How much money is a single vote - my vote - worth to someone who's running is what I'd like to know.
[QUOTE=Swilly;43143250]
I read it from a study, I'd try to find it but its 0100.[/QUOTE]
there are also many methods of determining voter turnout.
is voter turnout the % of people who vote who are registered? is voter turnout the % of technically eligible voters who register and vote? is voter turnout % of total population?
you get different numbers each time but i think the usa is consistently one of the lowest ranking.
[QUOTE=yawmwen;43143255]that can be a stepping stone towards a more participatory system.[/QUOTE]
Here's a challenge then, in your system, would everyone care about everything? Because I'd bet that less than half the population would vote on more nuanced things like energy policy, which has a big effect on the economy.
[editline]11th December 2013[/editline]
[QUOTE=yawmwen;43143263]there are also many methods of determining voter turnout.
is voter turnout the % of people who vote who are registered? is voter turnout the % of technically eligible voters who register and vote? is voter turnout % of total population?
you get different numbers each time but i think the usa is consistently one of the lowest ranking.[/QUOTE]
Depends, if you're counting nations with known voter fraud, that can really dent numbers.
[editline]11th December 2013[/editline]
[QUOTE=Kaiwren-;43143257]How much money is a single vote - my vote - worth to someone who's running is what I'd like to know.[/QUOTE]
In the US system, very little because voter fraud is taken very seriously over here.
Now in Russia....
[editline]11th December 2013[/editline]
I'm off to sleep....I'll grab that study later today for ya.

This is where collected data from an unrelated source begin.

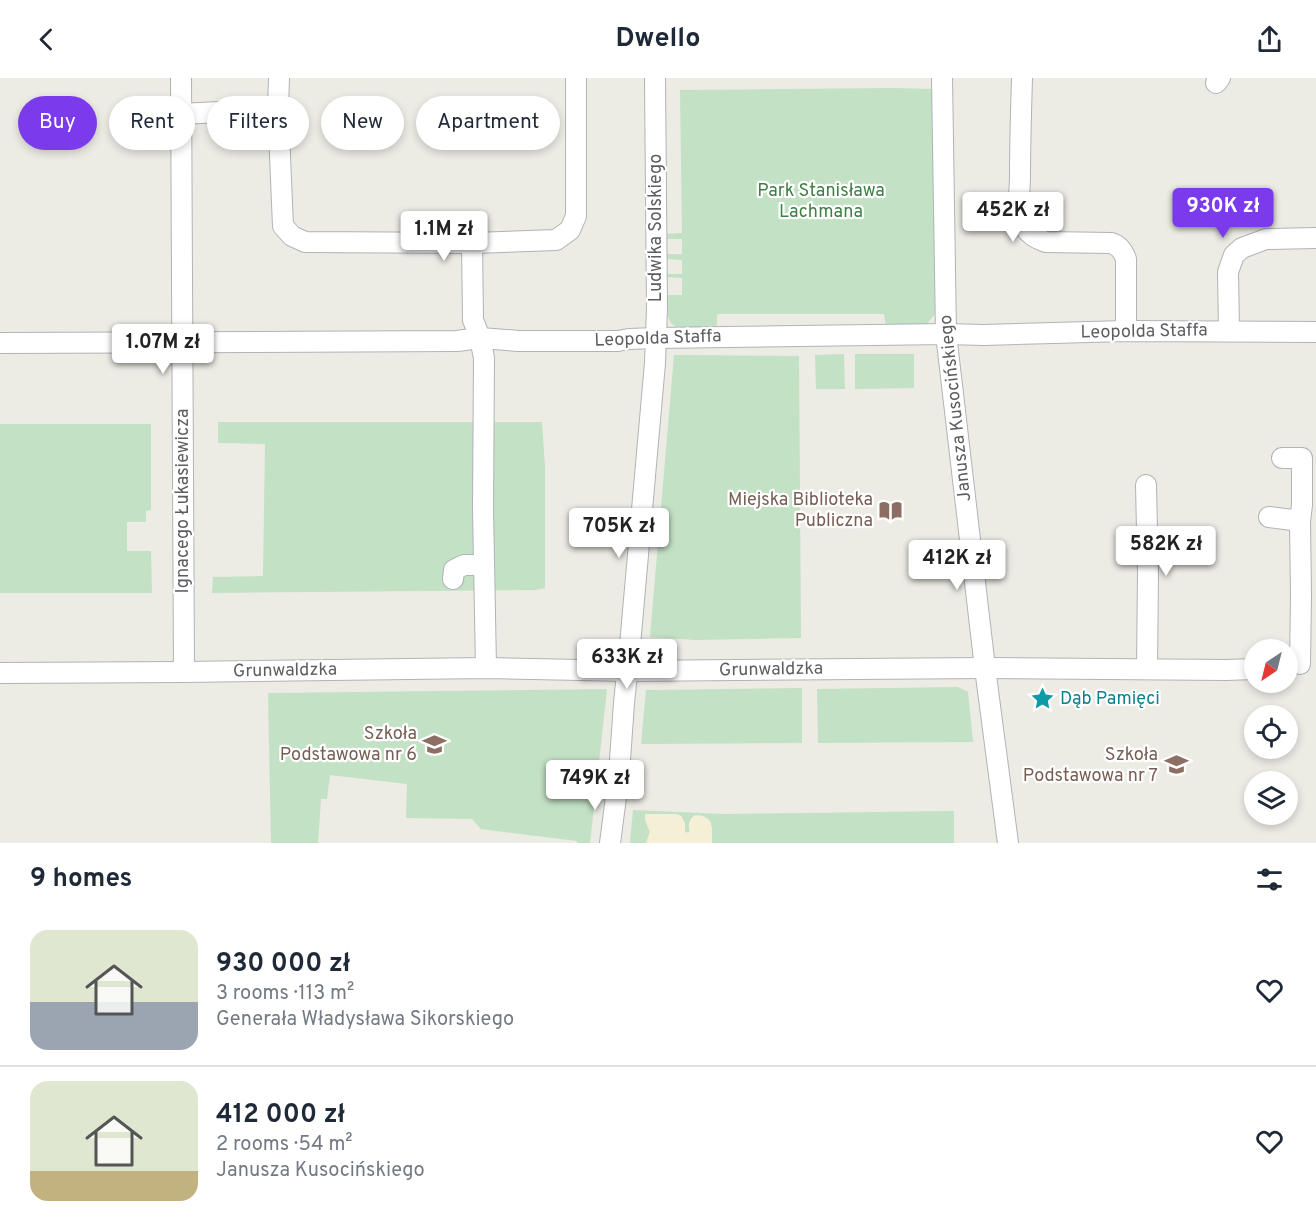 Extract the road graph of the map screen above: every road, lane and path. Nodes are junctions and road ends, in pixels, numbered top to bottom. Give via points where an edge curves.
1 (181, 78) edge
2 (279, 78) edge
3 (576, 78) edge
4 (655, 78) edge
5 (942, 78) edge
6 (1022, 78) edge
7 (181, 96) edge
8 (278, 96) edge
9 (181, 150) edge
10 (280, 150) edge
11 (1316, 238) edge
12 (472, 243) junction
13 (1126, 331) junction
14 (1229, 331) junction
15 (1316, 332) edge
16 (946, 334) junction
17 (480, 338) junction
18 (656, 338) junction
19 (0, 343) edge
20 (182, 343) junction
21 (1282, 458) dead end
22 (1146, 485) dead end
23 (1269, 517) dead end
24 (1300, 521) junction
25 (484, 565) junction
26 (453, 579) dead end
27 (1301, 664) edge
28 (486, 668) junction
29 (985, 668) junction
30 (1147, 669) junction
31 (1244, 669) edge
32 (628, 671) junction
33 (184, 672) junction
34 (0, 673) edge
35 (610, 843) edge
36 (1008, 843) edge

1 - 7 street, Ignacego Łukasiewicza
2 - 8 street
3 - 12 street via 576,216 570,230 556,240
4 - 18 street, Ludwika Solskiego
5 - 16 street, Janusza Kusocińskiego
6 - 13 street via 1023,225 1038,240 1111,243 1122,250 1126,259
9 - 20 street, Ignacego Łukasiewicza
10 - 12 street via 283,226 292,236 305,242
11 - 14 street via 1266,239 1234,255 1228,272
12 - 17 street via 473,316
13 - 14 street, Leopolda Staffa
13 - 16 street, Leopolda Staffa
14 - 15 street, Leopolda Staffa
16 - 18 street, Leopolda Staffa
16 - 29 street, Janusza Kusocińskiego
17 - 18 street, Leopolda Staffa
17 - 20 street, Leopolda Staffa
17 - 25 street via 484,358
18 - 32 street, Ludwika Solskiego
19 - 20 street, Leopolda Staffa
20 - 33 street, Ignacego Łukasiewicza
21 - 24 street via 1302,458
22 - 30 street
23 - 24 street
24 - 27 street
25 - 26 street via 464,565 454,570
25 - 28 street
28 - 32 street, Grunwaldzka
28 - 33 street, Grunwaldzka
29 - 30 street, Grunwaldzka
29 - 32 street, Grunwaldzka
29 - 36 street, Janusza Kusocińskiego
30 - 31 street, Grunwaldzka
32 - 35 street, Ludwika Solskiego
33 - 34 street, Grunwaldzka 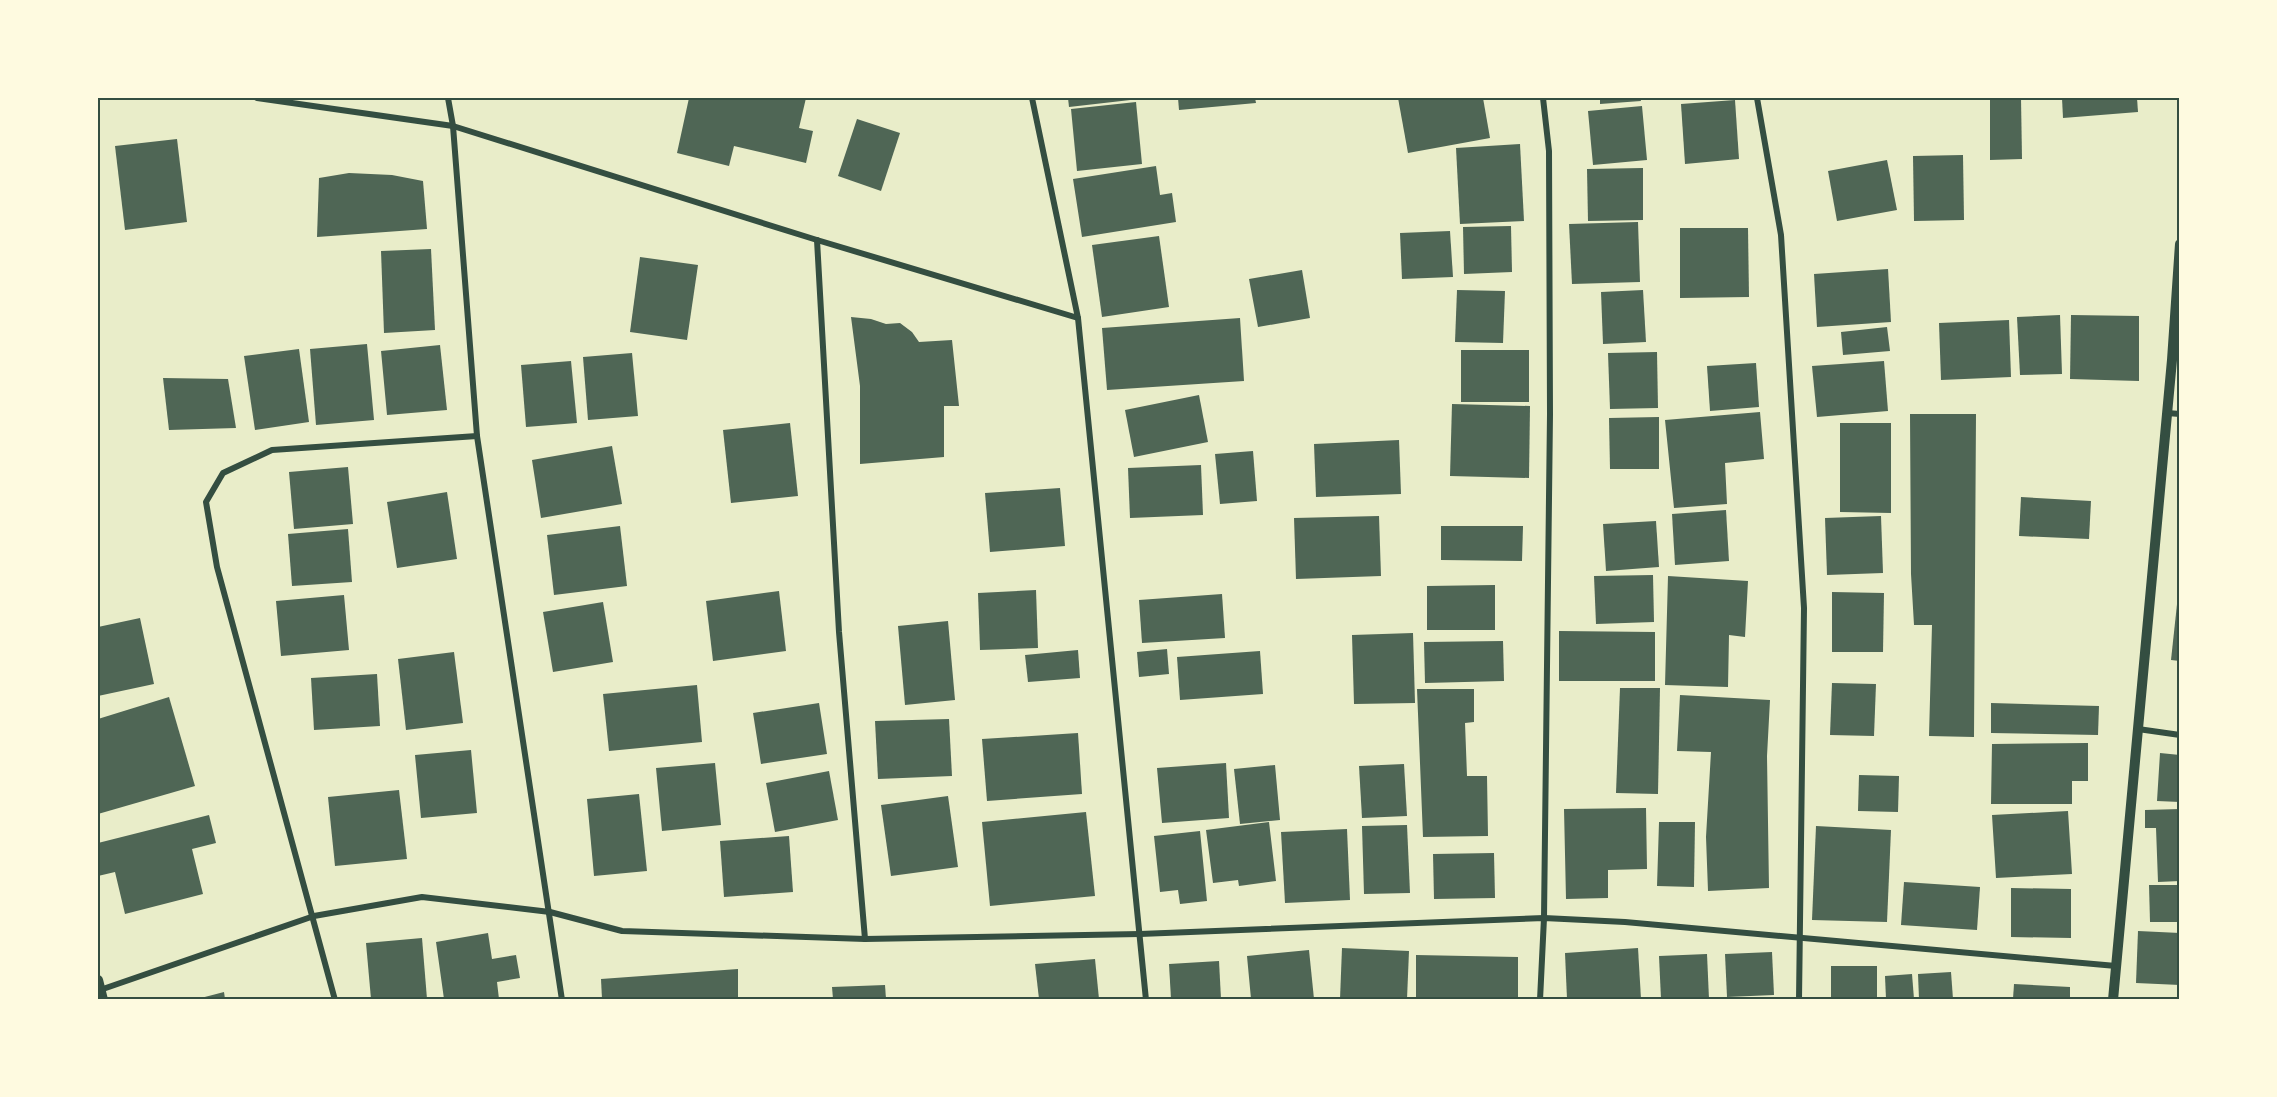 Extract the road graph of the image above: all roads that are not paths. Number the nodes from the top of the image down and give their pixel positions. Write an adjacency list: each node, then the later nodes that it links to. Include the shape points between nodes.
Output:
1 (257, 98): 6 (street)
2 (448, 98): 6 (street)
3 (1032, 98): 9 (street)
4 (1543, 98): 17 (street, via 1549,151 1550,414)
5 (1757, 98): 19 (street, via 1781,235 1804,608)
6 (453, 126): 7 (street); 12 (street)
7 (818, 240): 9 (street); 20 (street, via 840,632)
8 (2180, 244): 10 (street)
9 (1078, 318): 18 (street)
10 (2167, 413): 11 (street); 13 (street)
11 (2180, 414)
12 (477, 436): 15 (street); 16 (street, via 272,450 223,473 206,502 217,567)
13 (2138, 729): 14 (street); 21 (street)
14 (2180, 735)
15 (550, 912): 16 (street, via 422,897); 20 (street, via 622,931); 24 (street)
16 (314, 916): 22 (street); 23 (street)
17 (1544, 918): 18 (street); 19 (street); 26 (street)
18 (1140, 934): 20 (street); 25 (street)
19 (1800, 937): 21 (street); 27 (street)
20 (865, 939)
21 (2116, 966): 28 (street)
22 (100, 990)
23 (335, 999)
24 (562, 999)
25 (1146, 999)
26 (1540, 999)
27 (1799, 999)
28 (2113, 999)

[QUOTE=lolwutdude;43142999]but who decides that authority is legitimate? what if i say that authority isn't legitimate to me and have nothing on me?[/QUOTE]

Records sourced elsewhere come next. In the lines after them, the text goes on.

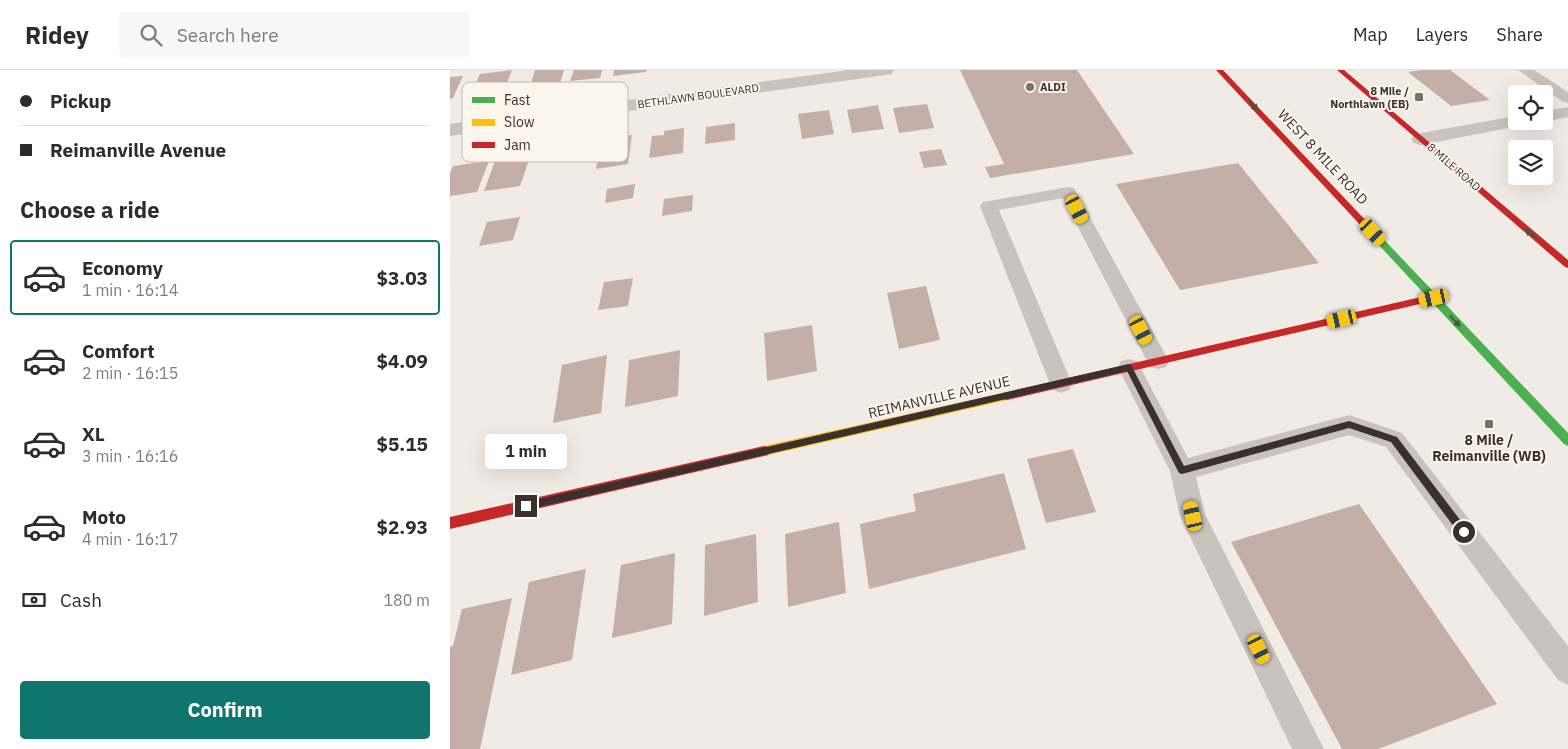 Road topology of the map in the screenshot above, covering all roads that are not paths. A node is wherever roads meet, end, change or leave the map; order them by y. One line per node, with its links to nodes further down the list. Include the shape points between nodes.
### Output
1 (886, 70): 6 (street, BETHLAWN BOULEVARD)
2 (1219, 70): 12 (main road, WEST 8 MILE ROAD, one-way to 12)
3 (1340, 70): 10 (main road, 8 MILE ROAD)
4 (1524, 70): 5 (lane)
5 (1568, 99)
6 (628, 106)
7 (1568, 112): 8 (street)
8 (1553, 114)
9 (1508, 123): 10 (street)
10 (1421, 139): 11 (main road, 8 MILE ROAD, one-way to 10)
11 (1568, 265)
12 (1434, 298): 13 (main road, REIMANVILLE AVENUE); 16 (main road, WEST 8 MILE ROAD, one-way to 16)
13 (1158, 361): 14 (main road, REIMANVILLE AVENUE); 15 (lane, via 1068,192 989,206)
14 (1129, 368): 15 (main road, REIMANVILLE AVENUE); 17 (lane)
15 (1061, 384): 18 (main road, REIMANVILLE AVENUE)
16 (1568, 441)
17 (1182, 470): 19 (lane, via 1349,425 1394,440); 20 (lane, via 1193,516)
18 (450, 523)
19 (1568, 670)
20 (1308, 749)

the collective as a whole i guess, and i mean, it's voluntary society, yes you can decide the authority isn't legitimate and refuse to be a part of that society
[QUOTE=Swilly;43143264]Here's a challenge then, in your system, would everyone care about everything? Because I'd bet that less than half the population would vote on more nuanced things like energy policy, which has a big effect on the economy.[/quote]

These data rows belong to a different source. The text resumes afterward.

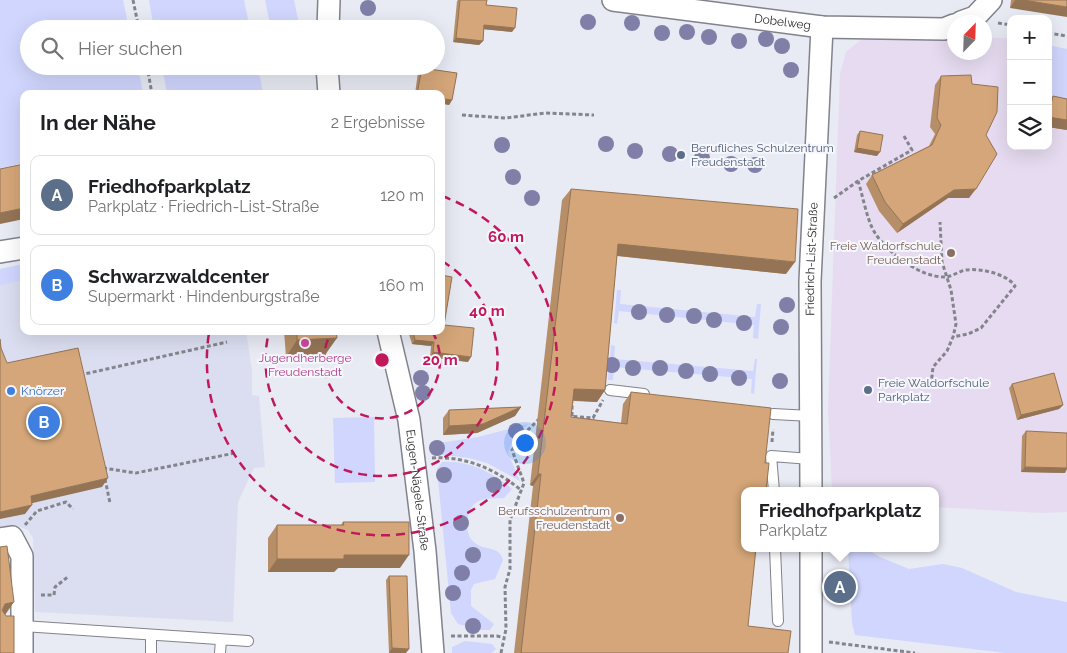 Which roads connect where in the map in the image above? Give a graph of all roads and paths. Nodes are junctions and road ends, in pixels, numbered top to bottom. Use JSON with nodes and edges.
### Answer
{"nodes":[{"id":1,"x":133,"y":0,"type":"edge"},
{"id":2,"x":329,"y":0,"type":"edge"},
{"id":3,"x":613,"y":0,"type":"edge"},
{"id":4,"x":991,"y":0,"type":"edge"},
{"id":5,"x":974,"y":15,"type":"edge"},
{"id":6,"x":137,"y":20,"type":"edge"},
{"id":7,"x":328,"y":20,"type":"edge"},
{"id":8,"x":822,"y":27,"type":"junction"},
{"id":9,"x":947,"y":28,"type":"edge"},
{"id":10,"x":1052,"y":34,"type":"edge"},
{"id":11,"x":1067,"y":36,"type":"edge"},
{"id":12,"x":149,"y":75,"type":"edge"},
{"id":13,"x":328,"y":75,"type":"edge"},
{"id":14,"x":151,"y":90,"type":"edge"},
{"id":15,"x":329,"y":90,"type":"edge"},
{"id":16,"x":462,"y":115,"type":"dead end"},
{"id":17,"x":594,"y":115,"type":"dead end"},
{"id":18,"x":904,"y":136,"type":"dead end"},
{"id":19,"x":940,"y":222,"type":"dead end"},
{"id":20,"x":20,"y":249,"type":"edge"},
{"id":21,"x":0,"y":252,"type":"edge"},
{"id":22,"x":945,"y":277,"type":"junction"},
{"id":23,"x":389,"y":335,"type":"edge"},
{"id":24,"x":953,"y":337,"type":"junction"},
{"id":25,"x":227,"y":342,"type":"dead end"},
{"id":26,"x":81,"y":367,"type":"edge"},
{"id":27,"x":83,"y":374,"type":"junction"},
{"id":28,"x":77,"y":375,"type":"edge"},
{"id":29,"x":84,"y":383,"type":"edge"},
{"id":30,"x":931,"y":385,"type":"dead end"},
{"id":31,"x":610,"y":390,"type":"joint"},
{"id":32,"x":657,"y":396,"type":"edge"},
{"id":33,"x":573,"y":399,"type":"edge"},
{"id":34,"x":546,"y":414,"type":"edge"},
{"id":35,"x":773,"y":414,"type":"edge"},
{"id":36,"x":563,"y":416,"type":"edge"},
{"id":37,"x":572,"y":416,"type":"junction"},
{"id":38,"x":811,"y":416,"type":"junction"},
{"id":39,"x":234,"y":453,"type":"dead end"},
{"id":40,"x":100,"y":459,"type":"edge"},
{"id":41,"x":414,"y":459,"type":"junction"},
{"id":42,"x":811,"y":459,"type":"junction"},
{"id":43,"x":102,"y":468,"type":"junction"},
{"id":44,"x":774,"y":487,"type":"edge"},
{"id":45,"x":811,"y":487,"type":"edge"},
{"id":46,"x":521,"y":490,"type":"junction"},
{"id":47,"x":110,"y":503,"type":"dead end"},
{"id":48,"x":73,"y":509,"type":"dead end"},
{"id":49,"x":6,"y":538,"type":"edge"},
{"id":50,"x":775,"y":552,"type":"edge"},
{"id":51,"x":811,"y":552,"type":"edge"},
{"id":52,"x":69,"y":576,"type":"dead end"},
{"id":53,"x":23,"y":595,"type":"junction"},
{"id":54,"x":778,"y":621,"type":"dead end"},
{"id":55,"x":20,"y":623,"type":"junction"},
{"id":56,"x":151,"y":636,"type":"junction"},
{"id":57,"x":505,"y":638,"type":"junction"},
{"id":58,"x":221,"y":640,"type":"junction"},
{"id":59,"x":248,"y":641,"type":"dead end"},
{"id":60,"x":432,"y":645,"type":"edge"},
{"id":61,"x":811,"y":647,"type":"edge"},
{"id":62,"x":22,"y":653,"type":"edge"},
{"id":63,"x":151,"y":653,"type":"edge"},
{"id":64,"x":220,"y":653,"type":"edge"},
{"id":65,"x":502,"y":653,"type":"edge"},
{"id":66,"x":915,"y":653,"type":"edge"}],
"edges":[{"from":1,"to":6,"type":"path"},
{"from":2,"to":7,"type":"street"},
{"from":3,"to":8,"type":"street","name":"Dobelweg"},
{"from":4,"to":5,"type":"street"},
{"from":8,"to":9,"type":"street","name":"Dobelweg"},
{"from":8,"to":38,"type":"street","name":"Friedrich-List-Straße"},
{"from":10,"to":11,"type":"path"},
{"from":12,"to":14,"type":"path"},
{"from":13,"to":15,"type":"street"},
{"from":16,"to":17,"type":"path"},
{"from":18,"to":22,"type":"path"},
{"from":19,"to":22,"type":"path"},
{"from":20,"to":21,"type":"street"},
{"from":22,"to":24,"type":"path"},
{"from":22,"to":24,"type":"path"},
{"from":23,"to":41,"type":"street","name":"Eugen-Nägele-Straße"},
{"from":24,"to":30,"type":"path"},
{"from":25,"to":27,"type":"path"},
{"from":26,"to":27,"type":"path"},
{"from":27,"to":28,"type":"path"},
{"from":27,"to":29,"type":"path"},
{"from":31,"to":32,"type":"lane"},
{"from":31,"to":37,"type":"path"},
{"from":33,"to":37,"type":"path"},
{"from":34,"to":46,"type":"path"},
{"from":35,"to":38,"type":"lane"},
{"from":36,"to":37,"type":"path"},
{"from":38,"to":42,"type":"street","name":"Friedrich-List-Straße"},
{"from":39,"to":43,"type":"path"},
{"from":40,"to":43,"type":"path"},
{"from":41,"to":46,"type":"path"},
{"from":41,"to":60,"type":"street","name":"Eugen-Nägele-Straße"},
{"from":42,"to":44,"type":"lane"},
{"from":42,"to":45,"type":"street","name":"Friedrich-List-Straße"},
{"from":43,"to":47,"type":"path"},
{"from":46,"to":57,"type":"path"},
{"from":48,"to":49,"type":"path"},
{"from":49,"to":53,"type":"street"},
{"from":50,"to":54,"type":"lane"},
{"from":51,"to":61,"type":"street"},
{"from":52,"to":53,"type":"path"},
{"from":53,"to":55,"type":"street"},
{"from":55,"to":56,"type":"lane"},
{"from":55,"to":62,"type":"street"},
{"from":56,"to":58,"type":"lane"},
{"from":56,"to":63,"type":"lane"},
{"from":57,"to":60,"type":"path"},
{"from":57,"to":65,"type":"path"},
{"from":58,"to":59,"type":"lane"},
{"from":58,"to":64,"type":"lane"},
{"from":61,"to":66,"type":"path"}]}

it's hard to say. people would vote on the issues that affect them most and that they have most passion in. it would also be something of the responsibility of workplaces to figure out more sustainable methods of energy usage and it would be the responsibility of engineers and scientists to devise more sustainable energy generation technologies.
[QUOTE=Kaiwren-;43143005]"[I]even[/I] fascism"
I dunno, Mussolini's pre-war Italy wasn't actually that bad, and received international praise for how things were being run there. Fascism is only perceived as a bad thing because people are told in schools that the Nazis were fascists (they weren't - authoritarianism != fascism) and anything associated with Nazism is automatically absolutely terrible.[/QUOTE]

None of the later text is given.